What you will do
Search the entries for the word "McCoombe" and return every line where it is found.

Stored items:

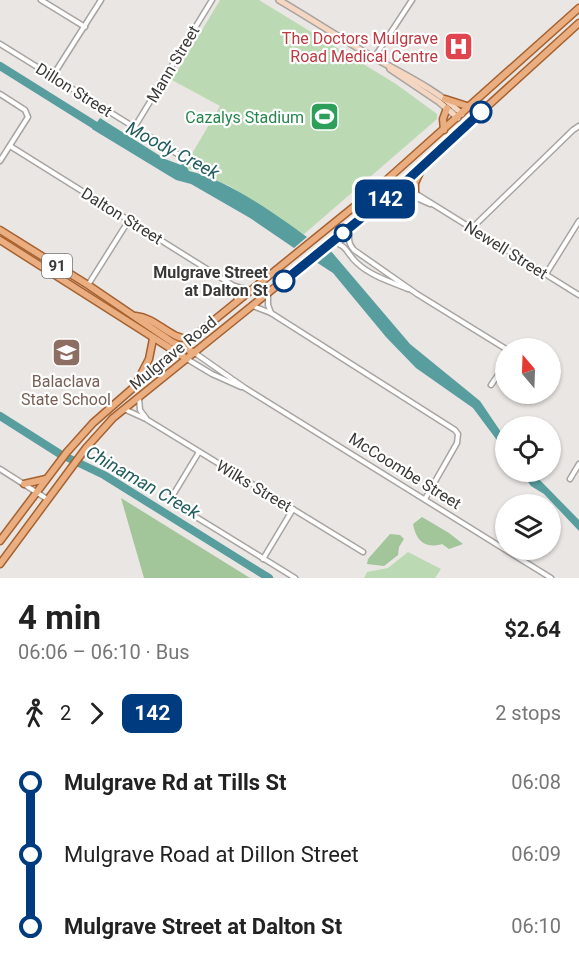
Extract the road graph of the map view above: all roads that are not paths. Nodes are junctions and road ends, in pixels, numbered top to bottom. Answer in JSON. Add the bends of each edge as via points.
{"nodes":[{"id":1,"x":41,"y":0,"type":"edge"},
{"id":2,"x":101,"y":0,"type":"edge"},
{"id":3,"x":212,"y":0,"type":"edge"},
{"id":4,"x":279,"y":0,"type":"edge"},
{"id":5,"x":412,"y":0,"type":"edge"},
{"id":6,"x":579,"y":8,"type":"edge"},
{"id":7,"x":566,"y":20,"type":"junction"},
{"id":8,"x":578,"y":26,"type":"edge"},
{"id":9,"x":85,"y":27,"type":"junction"},
{"id":10,"x":0,"y":44,"type":"edge"},
{"id":11,"x":374,"y":58,"type":"junction"},
{"id":12,"x":52,"y":77,"type":"junction"},
{"id":13,"x":0,"y":94,"type":"edge"},
{"id":14,"x":445,"y":99,"type":"junction"},
{"id":15,"x":470,"y":106,"type":"junction"},
{"id":16,"x":447,"y":108,"type":"junction"},
{"id":17,"x":460,"y":116,"type":"junction"},
{"id":18,"x":467,"y":124,"type":"junction"},
{"id":19,"x":579,"y":126,"type":"edge"},
{"id":20,"x":134,"y":128,"type":"junction"},
{"id":21,"x":444,"y":130,"type":"junction"},
{"id":22,"x":10,"y":146,"type":"junction"},
{"id":23,"x":179,"y":155,"type":"dead end"},
{"id":24,"x":0,"y":161,"type":"edge"},
{"id":25,"x":424,"y":165,"type":"junction"},
{"id":26,"x":390,"y":177,"type":"junction"},
{"id":27,"x":402,"y":185,"type":"junction"},
{"id":28,"x":393,"y":192,"type":"junction"},
{"id":29,"x":415,"y":193,"type":"junction"},
{"id":30,"x":433,"y":206,"type":"junction"},
{"id":31,"x":129,"y":220,"type":"junction"},
{"id":32,"x":579,"y":221,"type":"edge"},
{"id":33,"x":353,"y":226,"type":"junction"},
{"id":34,"x":471,"y":229,"type":"junction"},
{"id":35,"x":0,"y":230,"type":"edge"},
{"id":36,"x":0,"y":240,"type":"edge"},
{"id":37,"x":333,"y":242,"type":"junction"},
{"id":38,"x":360,"y":255,"type":"junction"},
{"id":39,"x":354,"y":260,"type":"junction"},
{"id":40,"x":546,"y":274,"type":"junction"},
{"id":41,"x":88,"y":285,"type":"junction"},
{"id":42,"x":234,"y":285,"type":"junction"},
{"id":43,"x":251,"y":290,"type":"junction"},
{"id":44,"x":268,"y":294,"type":"junction"},
{"id":45,"x":417,"y":294,"type":"junction"},
{"id":46,"x":579,"y":295,"type":"edge"},
{"id":47,"x":237,"y":301,"type":"junction"},
{"id":48,"x":253,"y":306,"type":"junction"},
{"id":49,"x":271,"y":313,"type":"junction"},
{"id":50,"x":136,"y":316,"type":"junction"},
{"id":51,"x":153,"y":339,"type":"junction"},
{"id":52,"x":190,"y":339,"type":"junction"},
{"id":53,"x":495,"y":342,"type":"edge"},
{"id":54,"x":182,"y":346,"type":"junction"},
{"id":55,"x":174,"y":352,"type":"junction"},
{"id":56,"x":195,"y":353,"type":"junction"},
{"id":57,"x":187,"y":359,"type":"junction"},
{"id":58,"x":495,"y":379,"type":"edge"},
{"id":59,"x":491,"y":385,"type":"dead end"},
{"id":60,"x":135,"y":386,"type":"junction"},
{"id":61,"x":244,"y":388,"type":"junction"},
{"id":62,"x":139,"y":397,"type":"junction"},
{"id":63,"x":124,"y":409,"type":"junction"},
{"id":64,"x":146,"y":419,"type":"junction"},
{"id":65,"x":199,"y":452,"type":"junction"},
{"id":66,"x":579,"y":464,"type":"edge"},
{"id":67,"x":0,"y":469,"type":"edge"},
{"id":68,"x":570,"y":478,"type":"dead end"},
{"id":69,"x":46,"y":479,"type":"junction"},
{"id":70,"x":24,"y":484,"type":"junction"},
{"id":71,"x":36,"y":492,"type":"junction"},
{"id":72,"x":48,"y":499,"type":"junction"},
{"id":73,"x":425,"y":499,"type":"junction"},
{"id":74,"x":293,"y":509,"type":"junction"},
{"id":75,"x":0,"y":541,"type":"edge"},
{"id":76,"x":363,"y":552,"type":"dead end"},
{"id":77,"x":263,"y":559,"type":"junction"},
{"id":78,"x":0,"y":564,"type":"edge"},
{"id":79,"x":295,"y":578,"type":"edge"},
{"id":80,"x":551,"y":578,"type":"edge"}],
"edges":[{"from":1,"to":9,"type":"street"},
{"from":2,"to":9,"type":"street"},
{"from":3,"to":20,"type":"street","name":"Mann Street"},
{"from":4,"to":11,"type":"street"},
{"from":5,"to":11,"type":"street"},
{"from":6,"to":7,"type":"main road","name":"Mulgrave Road"},
{"from":7,"to":8,"type":"main road"},
{"from":7,"to":15,"type":"main road","name":"Mulgrave Road"},
{"from":8,"to":18,"type":"main road","name":"Mulgrave Road"},
{"from":9,"to":12,"type":"street"},
{"from":10,"to":12,"type":"street","name":"Dillon Street"},
{"from":11,"to":14,"type":"street"},
{"from":11,"to":16,"type":"street"},
{"from":12,"to":20,"type":"street","name":"Dillon Street"},
{"from":13,"to":22,"type":"street","via":[[27,114]]},
{"from":14,"to":15,"type":"main road"},
{"from":14,"to":17,"type":"street"},
{"from":15,"to":17,"type":"main road","name":"Mulgrave Road"},
{"from":16,"to":17,"type":"street"},
{"from":16,"to":21,"type":"main road"},
{"from":17,"to":18,"type":"main road"},
{"from":17,"to":21,"type":"main road","name":"Mulgrave Road"},
{"from":18,"to":25,"type":"main road","name":"Mulgrave Road"},
{"from":19,"to":34,"type":"street"},
{"from":20,"to":23,"type":"street","name":"Dillon Street"},
{"from":21,"to":26,"type":"main road","name":"Mulgrave Road"},
{"from":22,"to":24,"type":"street"},
{"from":22,"to":31,"type":"street","name":"Dalton Street"},
{"from":25,"to":27,"type":"main road","name":"Mulgrave Road"},
{"from":25,"to":29,"type":"main road","via":[[415,183]]},
{"from":26,"to":27,"type":"main road"},
{"from":26,"to":43,"type":"main road","name":"Mulgrave Road"},
{"from":27,"to":28,"type":"main road","name":"Mulgrave Road"},
{"from":27,"to":29,"type":"street","name":"Newell Street"},
{"from":28,"to":30,"type":"street","name":"Newell Street","via":[[403,192]]},
{"from":28,"to":33,"type":"main road","name":"Mulgrave Road"},
{"from":29,"to":30,"type":"street","name":"Newell Street"},
{"from":30,"to":34,"type":"street","name":"Newell Street"},
{"from":31,"to":41,"type":"street"},
{"from":31,"to":42,"type":"street","name":"Dalton Street"},
{"from":32,"to":40,"type":"street"},
{"from":33,"to":37,"type":"main road","name":"Mulgrave Road"},
{"from":33,"to":38,"type":"street","via":[[349,242]]},
{"from":34,"to":40,"type":"street","name":"Newell Street"},
{"from":35,"to":41,"type":"main road","name":"McCoombe Street","number":"91"},
{"from":36,"to":51,"type":"main road","name":"McCoombe Street","number":"91"},
{"from":37,"to":39,"type":"street","via":[[344,246]]},
{"from":37,"to":44,"type":"main road","name":"Mulgrave Road"},
{"from":38,"to":39,"type":"street"},
{"from":38,"to":45,"type":"street"},
{"from":39,"to":45,"type":"street","via":[[381,278]]},
{"from":40,"to":46,"type":"street","name":"Newell Street"},
{"from":41,"to":50,"type":"main road","name":"McCoombe Street","number":"91"},
{"from":42,"to":43,"type":"street","name":"Dalton Street"},
{"from":42,"to":47,"type":"street"},
{"from":43,"to":47,"type":"main road","name":"Mulgrave Road"},
{"from":44,"to":48,"type":"main road","name":"Mulgrave Road"},
{"from":44,"to":49,"type":"street"},
{"from":45,"to":53,"type":"street"},
{"from":47,"to":52,"type":"main road","name":"Mulgrave Road"},
{"from":48,"to":49,"type":"street"},
{"from":48,"to":56,"type":"main road","name":"Mulgrave Road"},
{"from":49,"to":73,"type":"street","via":[[458,434],[457,443]]},
{"from":50,"to":52,"type":"main road","via":[[146,317],[179,338]]},
{"from":50,"to":54,"type":"main road","name":"McCoombe Street","number":"91"},
{"from":51,"to":55,"type":"main road","name":"McCoombe Street","number":"91"},
{"from":51,"to":60,"type":"main road","via":[[150,359]]},
{"from":52,"to":54,"type":"main road","name":"Mulgrave Road"},
{"from":54,"to":55,"type":"main road","name":"Mulgrave Road"},
{"from":54,"to":56,"type":"main road","name":"McCoombe Street","number":"91"},
{"from":55,"to":57,"type":"main road","name":"McCoombe Street","number":"91"},
{"from":55,"to":60,"type":"main road","name":"Mulgrave Road"},
{"from":56,"to":57,"type":"main road","name":"Mulgrave Road"},
{"from":56,"to":61,"type":"street","name":"McCoombe Street"},
{"from":57,"to":61,"type":"street","name":"McCoombe Street"},
{"from":57,"to":62,"type":"main road","name":"Mulgrave Road"},
{"from":58,"to":59,"type":"street"},
{"from":60,"to":69,"type":"main road","name":"Mulgrave Road","via":[[93,423]]},
{"from":61,"to":73,"type":"street","name":"McCoombe Street"},
{"from":62,"to":63,"type":"main road","name":"Mulgrave Road"},
{"from":62,"to":64,"type":"street"},
{"from":63,"to":64,"type":"street","name":"Wilks Street"},
{"from":63,"to":72,"type":"main road","name":"Mulgrave Road","via":[[99,432]]},
{"from":64,"to":65,"type":"street","name":"Wilks Street"},
{"from":65,"to":74,"type":"street","name":"Wilks Street"},
{"from":65,"to":77,"type":"street","via":[[173,500]]},
{"from":66,"to":68,"type":"street"},
{"from":67,"to":70,"type":"street"},
{"from":69,"to":70,"type":"main road"},
{"from":69,"to":71,"type":"main road","name":"Mulgrave Road"},
{"from":70,"to":71,"type":"street"},
{"from":71,"to":72,"type":"street"},
{"from":71,"to":75,"type":"main road","name":"Mulgrave Road"},
{"from":72,"to":78,"type":"main road","name":"Mulgrave Road"},
{"from":73,"to":80,"type":"street","name":"McCoombe Street"},
{"from":74,"to":76,"type":"street","name":"Wilks Street"},
{"from":74,"to":77,"type":"street"},
{"from":77,"to":79,"type":"street"}]}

Result of the exercise
{"from":35,"to":41,"type":"main road","name":"McCoombe Street","number":"91"},
{"from":36,"to":51,"type":"main road","name":"McCoombe Street","number":"91"},
{"from":41,"to":50,"type":"main road","name":"McCoombe Street","number":"91"},
{"from":50,"to":54,"type":"main road","name":"McCoombe Street","number":"91"},
{"from":51,"to":55,"type":"main road","name":"McCoombe Street","number":"91"},
{"from":54,"to":56,"type":"main road","name":"McCoombe Street","number":"91"},
{"from":55,"to":57,"type":"main road","name":"McCoombe Street","number":"91"},
{"from":56,"to":61,"type":"street","name":"McCoombe Street"},
{"from":57,"to":61,"type":"street","name":"McCoombe Street"},
{"from":61,"to":73,"type":"street","name":"McCoombe Street"},
{"from":73,"to":80,"type":"street","name":"McCoombe Street"},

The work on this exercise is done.